Il y’a près d’un demi siècle, Mamadou Sakho, dit « Double Less » venait à Dakar, laissant derrière lui sa lointaine et pittoresque Casamance, bordée de lagunes et de palétuviers. Avec une taille non loin des deux mètres et une musculature digne des dieux d’Olympe, il allait régner dans les arènes sénégalaises pendant des lustres. Novice dans la lutte avec frappe, son entrée en scène ne fut pas glorieuse devant Mohamed Ndiaye « Robert », au stade des Abattoirs, qui le battit non sans peine ; mais dès qu’il a compris les astuces de cette forme de lutte, il accumula des victoires à la fois éclatantes et rayonnantes devant les ténors de l’époque : Doudou Baka Sarr, Moussa Diamé Ngom, Toubabou Dior, Mbaye Guèye et tant d’autres pour devenir sans conteste, le roi des arènes.
Avec ses belles dispositions techniques et athlétiques, il s’engagea dans la lutte olympique et remporta plusieurs fois le prestigieux titre de champion d’Afrique. Je me souviendrai toujours de sa médaille d’or qu’il enleva de haute lutte aux jeux africains de Nairobi devant le champion kenyan en 1987. Le lutteur kényan était un colosse qui faisait peur dès ses gesticulations. Devant un public très nombreux et de surcroît bruyant et chahuteur, Double Less, revigoré par je ne sais quel anabolisant, promit la médaille d’or à son ministre des sports Landing Sané. Au bout de deux minutes de combat d’une intensité exceptionnelle, notre champion eut une sérieuse blessure au triceps droit ce qui pouvait entraîner un abandon ; mais avec le « diom » légendaire qui fait que le Sénégalais n’est lui-même que dans les grandes circonstances, il continua le combat comme si de rien n’était.
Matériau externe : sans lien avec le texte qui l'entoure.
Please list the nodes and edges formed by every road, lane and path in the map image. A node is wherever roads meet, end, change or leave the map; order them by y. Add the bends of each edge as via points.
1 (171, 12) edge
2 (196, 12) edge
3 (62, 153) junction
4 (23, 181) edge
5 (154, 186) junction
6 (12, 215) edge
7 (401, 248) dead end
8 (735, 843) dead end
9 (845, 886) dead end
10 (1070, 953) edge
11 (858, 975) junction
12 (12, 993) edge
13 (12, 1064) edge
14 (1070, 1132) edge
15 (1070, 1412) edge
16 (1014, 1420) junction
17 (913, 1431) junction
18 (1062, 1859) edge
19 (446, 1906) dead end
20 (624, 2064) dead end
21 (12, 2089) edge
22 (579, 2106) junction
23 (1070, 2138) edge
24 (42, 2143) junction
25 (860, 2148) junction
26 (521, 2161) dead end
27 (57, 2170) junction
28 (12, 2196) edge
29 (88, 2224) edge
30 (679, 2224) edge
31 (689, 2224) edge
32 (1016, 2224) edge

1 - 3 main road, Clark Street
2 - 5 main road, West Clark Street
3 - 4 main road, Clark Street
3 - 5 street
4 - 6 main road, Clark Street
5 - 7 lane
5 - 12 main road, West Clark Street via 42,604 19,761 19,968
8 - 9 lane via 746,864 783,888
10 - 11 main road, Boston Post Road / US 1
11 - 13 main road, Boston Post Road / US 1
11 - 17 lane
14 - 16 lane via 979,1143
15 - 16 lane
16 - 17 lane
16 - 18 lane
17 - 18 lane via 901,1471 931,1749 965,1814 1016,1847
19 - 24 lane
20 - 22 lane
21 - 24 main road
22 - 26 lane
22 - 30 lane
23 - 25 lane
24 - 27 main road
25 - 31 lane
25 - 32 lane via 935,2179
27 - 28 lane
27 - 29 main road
Mais à l’image de la chèvre de monsieur Séguin qui se battit toute la nuit avant d’être dévorée à l’aube, le colosse kenyan signa sa défaite au grand dam d’un public médusé.
Depuis ce jour mémorable, j’ai davantage aimé ce lutteur merveilleux, incapable de faire du mal à qui que ce soit. Patriote jusqu’au bout des ongles, il a tenu à honorer partout son pays même au péril de sa vie. Les arènes sénégalaises resteront longtemps avant d’avoir un champion de la dimension de Mamadou Sakho qui a transmis le flambeau à ses héritiers Balla Gaye 2 et Sa Thiès. Nous lui souhaitons une longue vie, une bonne santé avec l’espoir que le peuple se souviendra de lui.